* Instructions for the task *
Would you please repeat all of the data exactly, omitting the pictures?

* Records provided *
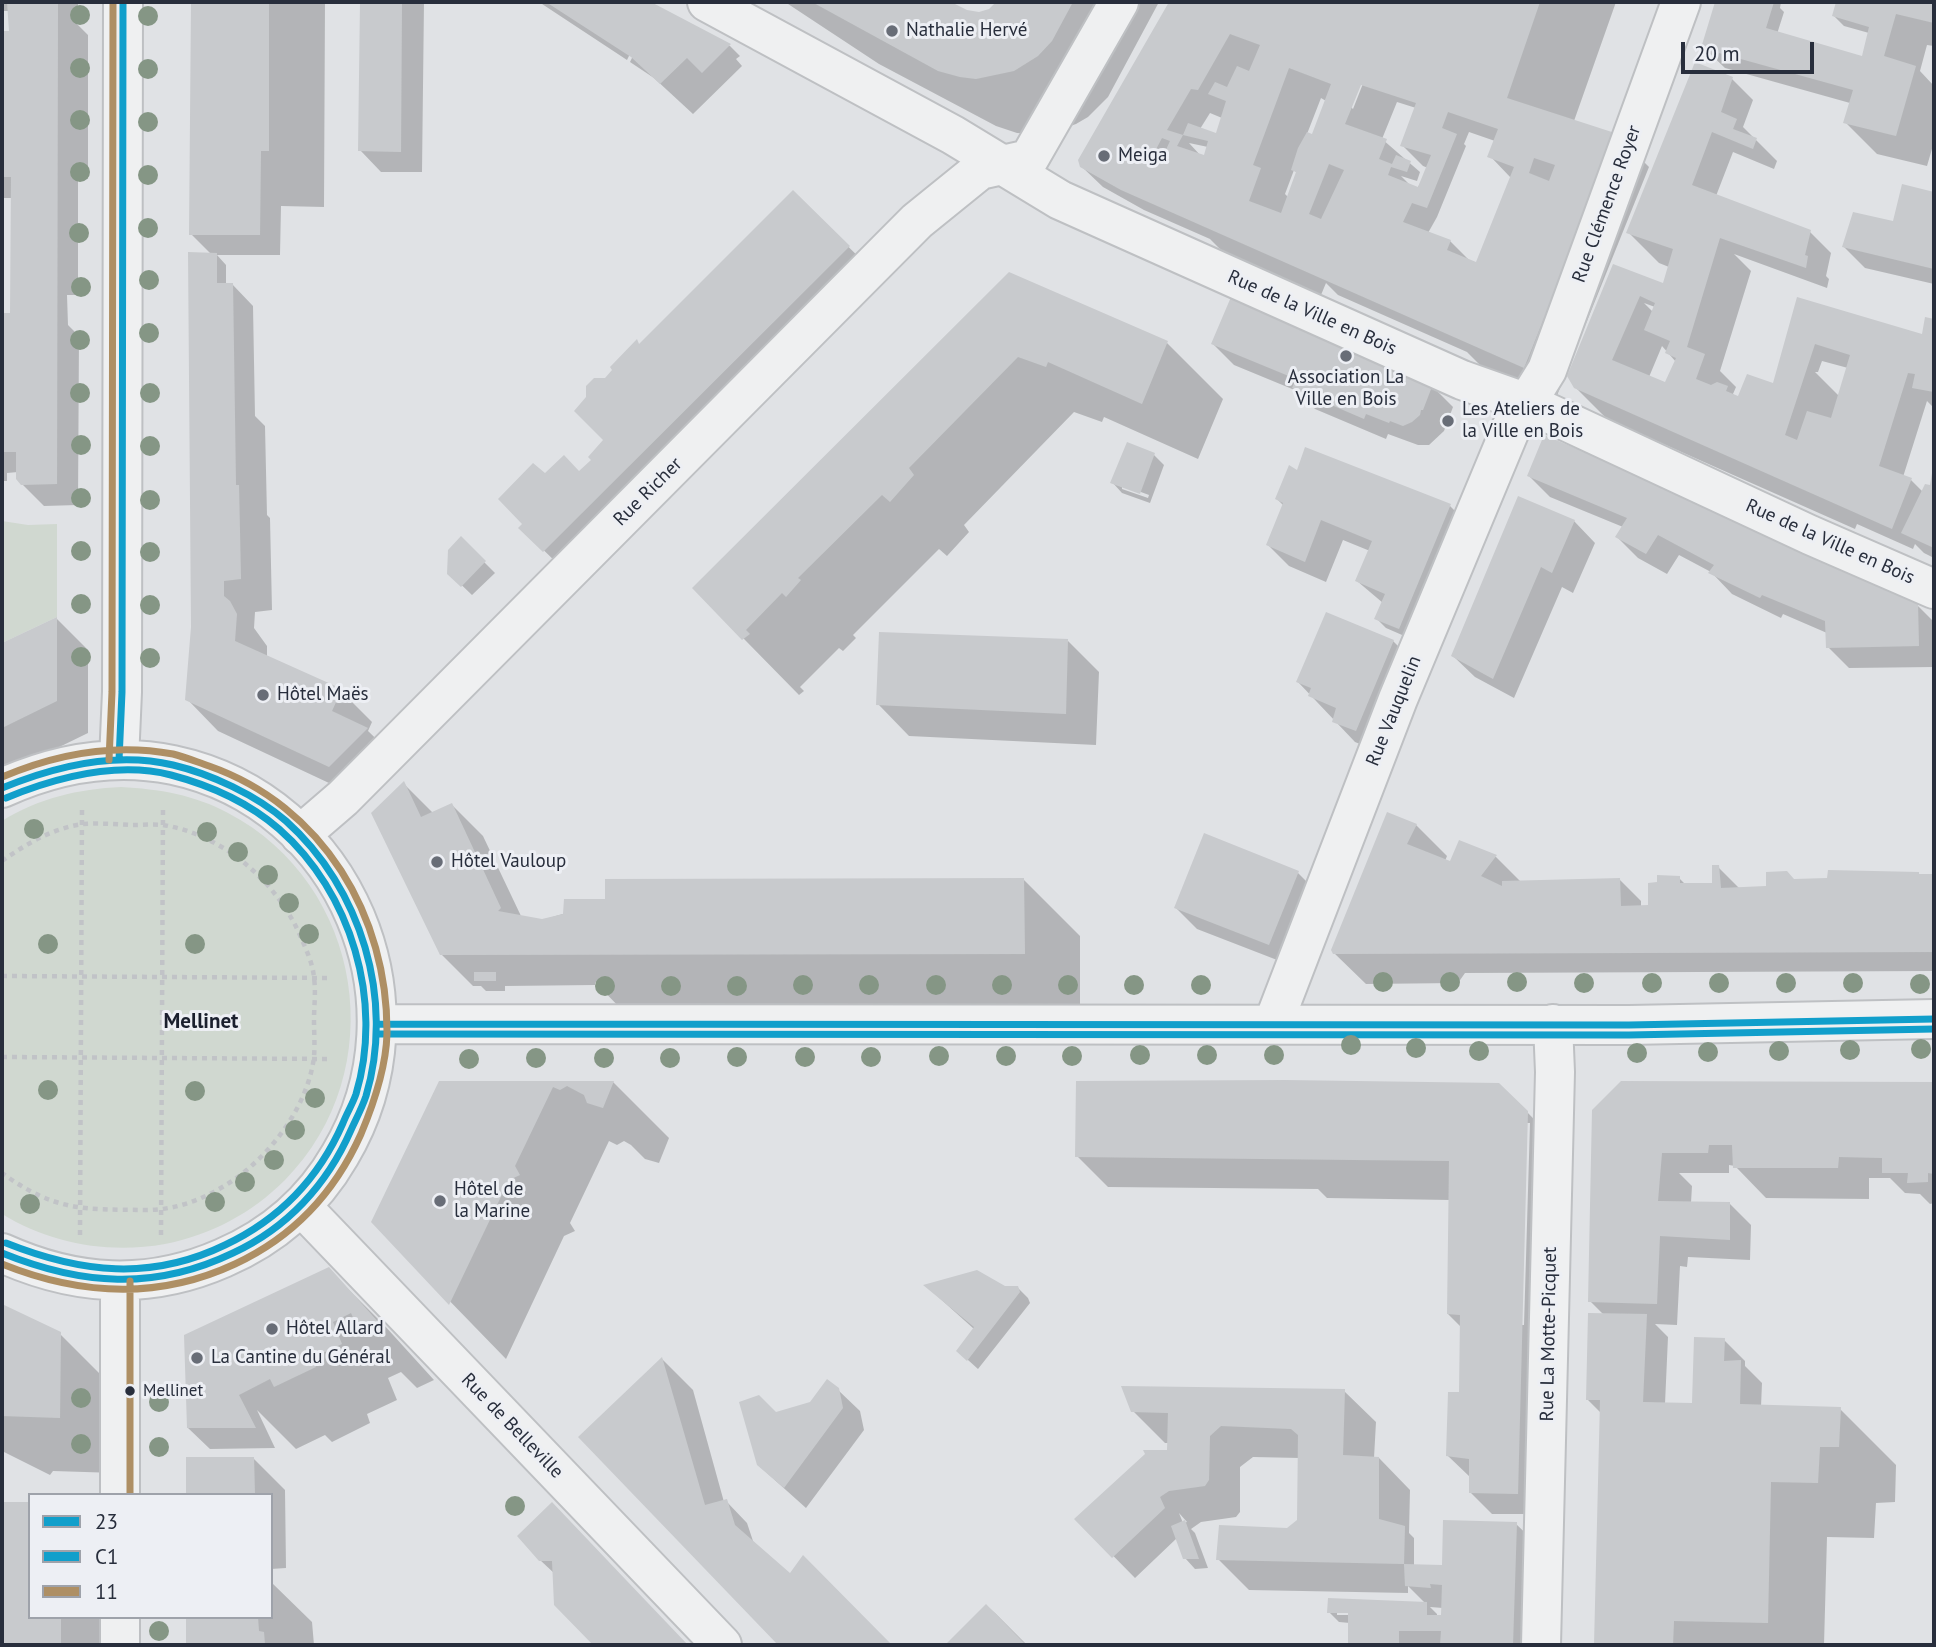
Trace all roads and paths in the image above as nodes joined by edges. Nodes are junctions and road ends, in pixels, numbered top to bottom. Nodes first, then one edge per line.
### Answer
1 (123, 2) edge
2 (707, 2) edge
3 (1119, 2) edge
4 (1681, 2) edge
5 (1005, 165) junction
6 (1527, 402) junction
7 (1934, 589) edge
8 (119, 760) junction
9 (173, 765) junction
10 (2, 788) edge
11 (82, 803) dead end
12 (82, 824) junction
13 (163, 825) junction
14 (300, 835) junction
15 (2, 861) edge
16 (2, 976) edge
17 (82, 976) junction
18 (162, 977) junction
19 (314, 978) junction
20 (336, 978) dead end
21 (1934, 1019) edge
22 (378, 1024) junction
23 (1273, 1024) junction
24 (1553, 1024) junction
25 (2, 1057) edge
26 (81, 1058) junction
27 (162, 1058) junction
28 (314, 1059) junction
29 (374, 1067) junction
30 (2, 1173) edge
31 (302, 1207) junction
32 (80, 1209) junction
33 (162, 1210) junction
34 (161, 1243) dead end
35 (2, 1253) edge
36 (73, 1278) junction
37 (120, 1281) junction
38 (120, 1493) edge
39 (120, 1619) edge
40 (120, 1645) edge
41 (722, 1645) edge
42 (1542, 1645) edge

1 - 8 street
2 - 5 street, Rue de la Ville en Bois
3 - 5 street, Rue Richer
4 - 6 street, Rue Clémence Royer
5 - 6 street, Rue de la Ville en Bois
5 - 14 street, Rue Richer
6 - 7 street, Rue de la Ville en Bois
6 - 23 street, Rue Vauquelin
8 - 9 street
8 - 10 street
9 - 13 path
9 - 14 street
11 - 12 path
12 - 13 path
12 - 15 path
12 - 17 path
13 - 18 path
13 - 19 path
14 - 22 street
16 - 17 path
17 - 18 path
17 - 26 path
18 - 19 path
18 - 27 path
19 - 20 path
19 - 28 path
21 - 24 street
22 - 23 street
22 - 29 street
23 - 24 street
24 - 42 street, Rue La Motte-Picquet
25 - 26 path
26 - 27 path
26 - 32 path
27 - 28 path
27 - 33 path
28 - 29 path
28 - 33 path
29 - 31 street
30 - 32 path
31 - 37 street
31 - 41 street, Rue de Belleville
32 - 33 path
32 - 36 path
33 - 34 path
35 - 36 street
36 - 37 street
37 - 38 street
39 - 40 street

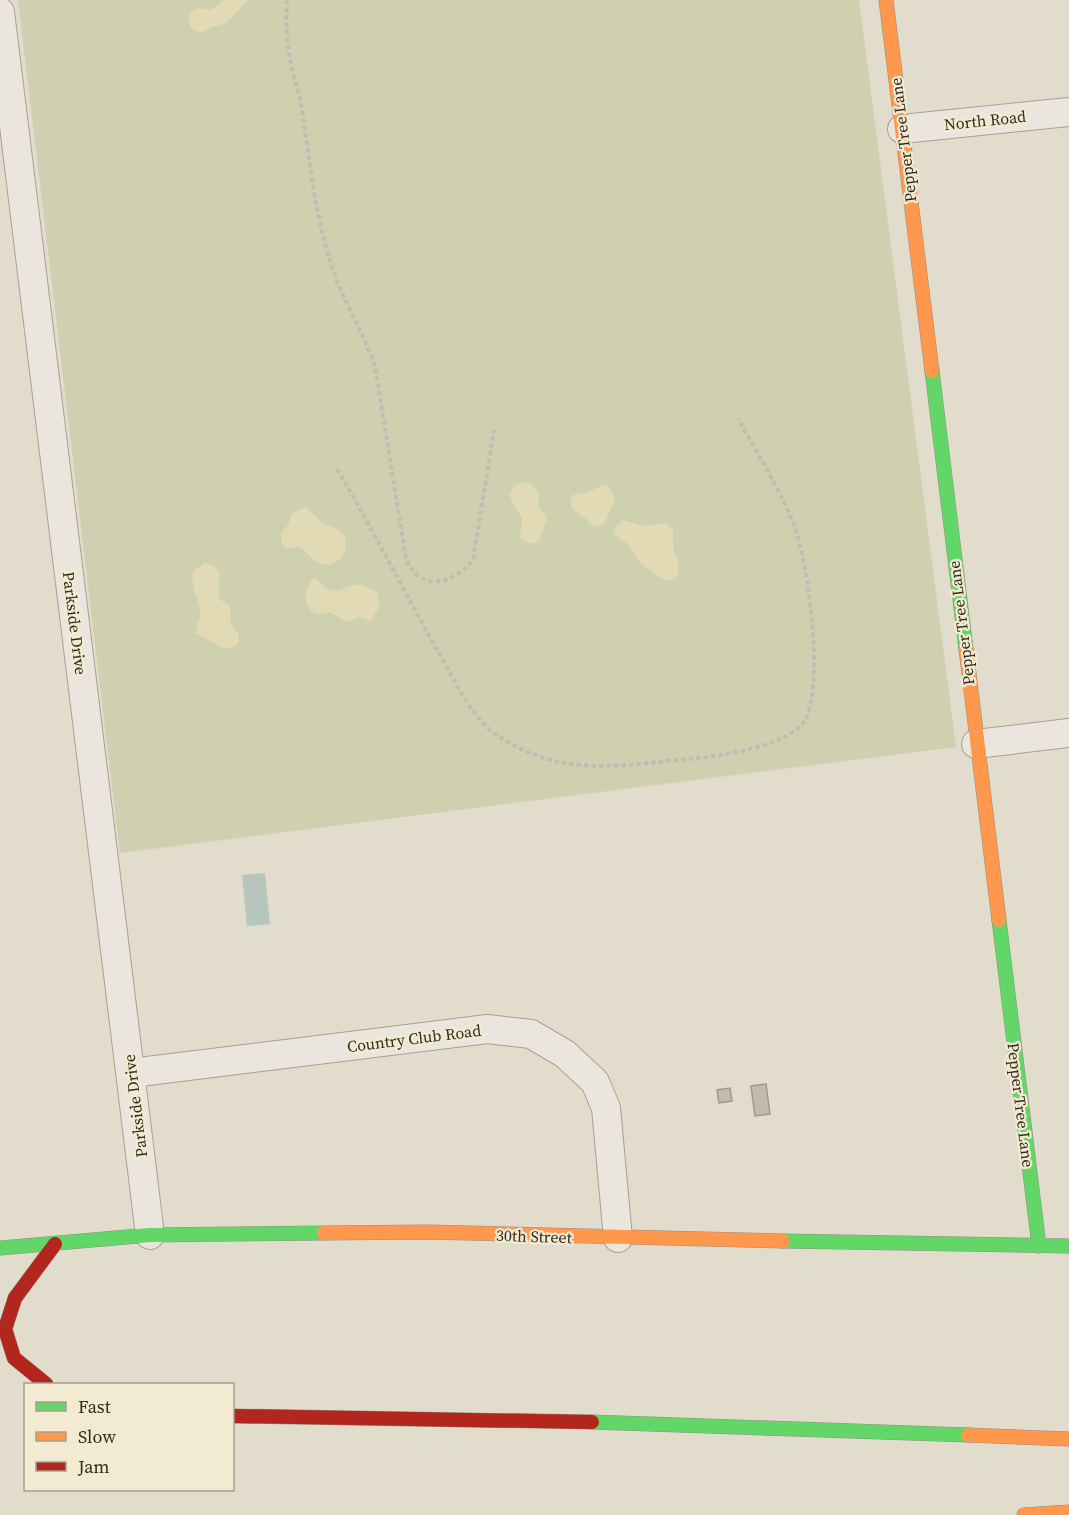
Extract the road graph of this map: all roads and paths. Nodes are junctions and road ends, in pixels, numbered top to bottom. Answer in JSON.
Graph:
{"nodes":[{"id":1,"x":287,"y":0,"type":"edge"},
{"id":2,"x":886,"y":0,"type":"edge"},
{"id":3,"x":0,"y":12,"type":"edge"},
{"id":4,"x":1069,"y":112,"type":"edge"},
{"id":5,"x":902,"y":129,"type":"junction"},
{"id":6,"x":738,"y":419,"type":"dead end"},
{"id":7,"x":494,"y":430,"type":"dead end"},
{"id":8,"x":337,"y":469,"type":"dead end"},
{"id":9,"x":1069,"y":733,"type":"edge"},
{"id":10,"x":976,"y":744,"type":"junction"},
{"id":11,"x":131,"y":1073,"type":"junction"},
{"id":12,"x":150,"y":1235,"type":"junction"},
{"id":13,"x":618,"y":1238,"type":"junction"},
{"id":14,"x":55,"y":1244,"type":"junction"},
{"id":15,"x":1039,"y":1246,"type":"junction"},
{"id":16,"x":1069,"y":1246,"type":"edge"},
{"id":17,"x":0,"y":1248,"type":"edge"},
{"id":18,"x":17,"y":1377,"type":"dead end"},
{"id":19,"x":32,"y":1383,"type":"edge"},
{"id":20,"x":45,"y":1383,"type":"edge"},
{"id":21,"x":234,"y":1416,"type":"edge"},
{"id":22,"x":1069,"y":1439,"type":"edge"},
{"id":23,"x":1069,"y":1512,"type":"edge"},
{"id":24,"x":1024,"y":1515,"type":"edge"}],
"edges":[{"from":1,"to":7,"type":"path"},
{"from":2,"to":5,"type":"main road","name":"Pepper Tree Lane"},
{"from":3,"to":11,"type":"street","name":"Parkside Drive"},
{"from":4,"to":5,"type":"street","name":"North Road"},
{"from":5,"to":10,"type":"main road","name":"Pepper Tree Lane"},
{"from":6,"to":8,"type":"path"},
{"from":9,"to":10,"type":"street"},
{"from":10,"to":15,"type":"main road","name":"Pepper Tree Lane"},
{"from":11,"to":12,"type":"street","name":"Parkside Drive"},
{"from":11,"to":13,"type":"street","name":"Country Club Road"},
{"from":12,"to":13,"type":"main road","name":"30th Street"},
{"from":12,"to":14,"type":"main road","name":"30th Street"},
{"from":13,"to":15,"type":"main road","name":"30th Street"},
{"from":14,"to":17,"type":"main road","name":"30th Street"},
{"from":14,"to":20,"type":"main road"},
{"from":15,"to":16,"type":"main road","name":"30th Street"},
{"from":18,"to":19,"type":"main road"},
{"from":21,"to":22,"type":"main road"},
{"from":23,"to":24,"type":"main road"}]}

* Finished exercise *
Trace all roads and paths in the image above as nodes joined by edges. Nodes are junctions and road ends, in pixels, numbered top to bottom. Nodes first, then one edge per line.
### Answer
1 (123, 2) edge
2 (707, 2) edge
3 (1119, 2) edge
4 (1681, 2) edge
5 (1005, 165) junction
6 (1527, 402) junction
7 (1934, 589) edge
8 (119, 760) junction
9 (173, 765) junction
10 (2, 788) edge
11 (82, 803) dead end
12 (82, 824) junction
13 (163, 825) junction
14 (300, 835) junction
15 (2, 861) edge
16 (2, 976) edge
17 (82, 976) junction
18 (162, 977) junction
19 (314, 978) junction
20 (336, 978) dead end
21 (1934, 1019) edge
22 (378, 1024) junction
23 (1273, 1024) junction
24 (1553, 1024) junction
25 (2, 1057) edge
26 (81, 1058) junction
27 (162, 1058) junction
28 (314, 1059) junction
29 (374, 1067) junction
30 (2, 1173) edge
31 (302, 1207) junction
32 (80, 1209) junction
33 (162, 1210) junction
34 (161, 1243) dead end
35 (2, 1253) edge
36 (73, 1278) junction
37 (120, 1281) junction
38 (120, 1493) edge
39 (120, 1619) edge
40 (120, 1645) edge
41 (722, 1645) edge
42 (1542, 1645) edge

1 - 8 street
2 - 5 street, Rue de la Ville en Bois
3 - 5 street, Rue Richer
4 - 6 street, Rue Clémence Royer
5 - 6 street, Rue de la Ville en Bois
5 - 14 street, Rue Richer
6 - 7 street, Rue de la Ville en Bois
6 - 23 street, Rue Vauquelin
8 - 9 street
8 - 10 street
9 - 13 path
9 - 14 street
11 - 12 path
12 - 13 path
12 - 15 path
12 - 17 path
13 - 18 path
13 - 19 path
14 - 22 street
16 - 17 path
17 - 18 path
17 - 26 path
18 - 19 path
18 - 27 path
19 - 20 path
19 - 28 path
21 - 24 street
22 - 23 street
22 - 29 street
23 - 24 street
24 - 42 street, Rue La Motte-Picquet
25 - 26 path
26 - 27 path
26 - 32 path
27 - 28 path
27 - 33 path
28 - 29 path
28 - 33 path
29 - 31 street
30 - 32 path
31 - 37 street
31 - 41 street, Rue de Belleville
32 - 33 path
32 - 36 path
33 - 34 path
35 - 36 street
36 - 37 street
37 - 38 street
39 - 40 street

Extract the road graph of this map: all roads and paths. Nodes are junctions and road ends, in pixels, numbered top to bottom. Answer in JSON.
Graph:
{"nodes":[{"id":1,"x":287,"y":0,"type":"edge"},
{"id":2,"x":886,"y":0,"type":"edge"},
{"id":3,"x":0,"y":12,"type":"edge"},
{"id":4,"x":1069,"y":112,"type":"edge"},
{"id":5,"x":902,"y":129,"type":"junction"},
{"id":6,"x":738,"y":419,"type":"dead end"},
{"id":7,"x":494,"y":430,"type":"dead end"},
{"id":8,"x":337,"y":469,"type":"dead end"},
{"id":9,"x":1069,"y":733,"type":"edge"},
{"id":10,"x":976,"y":744,"type":"junction"},
{"id":11,"x":131,"y":1073,"type":"junction"},
{"id":12,"x":150,"y":1235,"type":"junction"},
{"id":13,"x":618,"y":1238,"type":"junction"},
{"id":14,"x":55,"y":1244,"type":"junction"},
{"id":15,"x":1039,"y":1246,"type":"junction"},
{"id":16,"x":1069,"y":1246,"type":"edge"},
{"id":17,"x":0,"y":1248,"type":"edge"},
{"id":18,"x":17,"y":1377,"type":"dead end"},
{"id":19,"x":32,"y":1383,"type":"edge"},
{"id":20,"x":45,"y":1383,"type":"edge"},
{"id":21,"x":234,"y":1416,"type":"edge"},
{"id":22,"x":1069,"y":1439,"type":"edge"},
{"id":23,"x":1069,"y":1512,"type":"edge"},
{"id":24,"x":1024,"y":1515,"type":"edge"}],
"edges":[{"from":1,"to":7,"type":"path"},
{"from":2,"to":5,"type":"main road","name":"Pepper Tree Lane"},
{"from":3,"to":11,"type":"street","name":"Parkside Drive"},
{"from":4,"to":5,"type":"street","name":"North Road"},
{"from":5,"to":10,"type":"main road","name":"Pepper Tree Lane"},
{"from":6,"to":8,"type":"path"},
{"from":9,"to":10,"type":"street"},
{"from":10,"to":15,"type":"main road","name":"Pepper Tree Lane"},
{"from":11,"to":12,"type":"street","name":"Parkside Drive"},
{"from":11,"to":13,"type":"street","name":"Country Club Road"},
{"from":12,"to":13,"type":"main road","name":"30th Street"},
{"from":12,"to":14,"type":"main road","name":"30th Street"},
{"from":13,"to":15,"type":"main road","name":"30th Street"},
{"from":14,"to":17,"type":"main road","name":"30th Street"},
{"from":14,"to":20,"type":"main road"},
{"from":15,"to":16,"type":"main road","name":"30th Street"},
{"from":18,"to":19,"type":"main road"},
{"from":21,"to":22,"type":"main road"},
{"from":23,"to":24,"type":"main road"}]}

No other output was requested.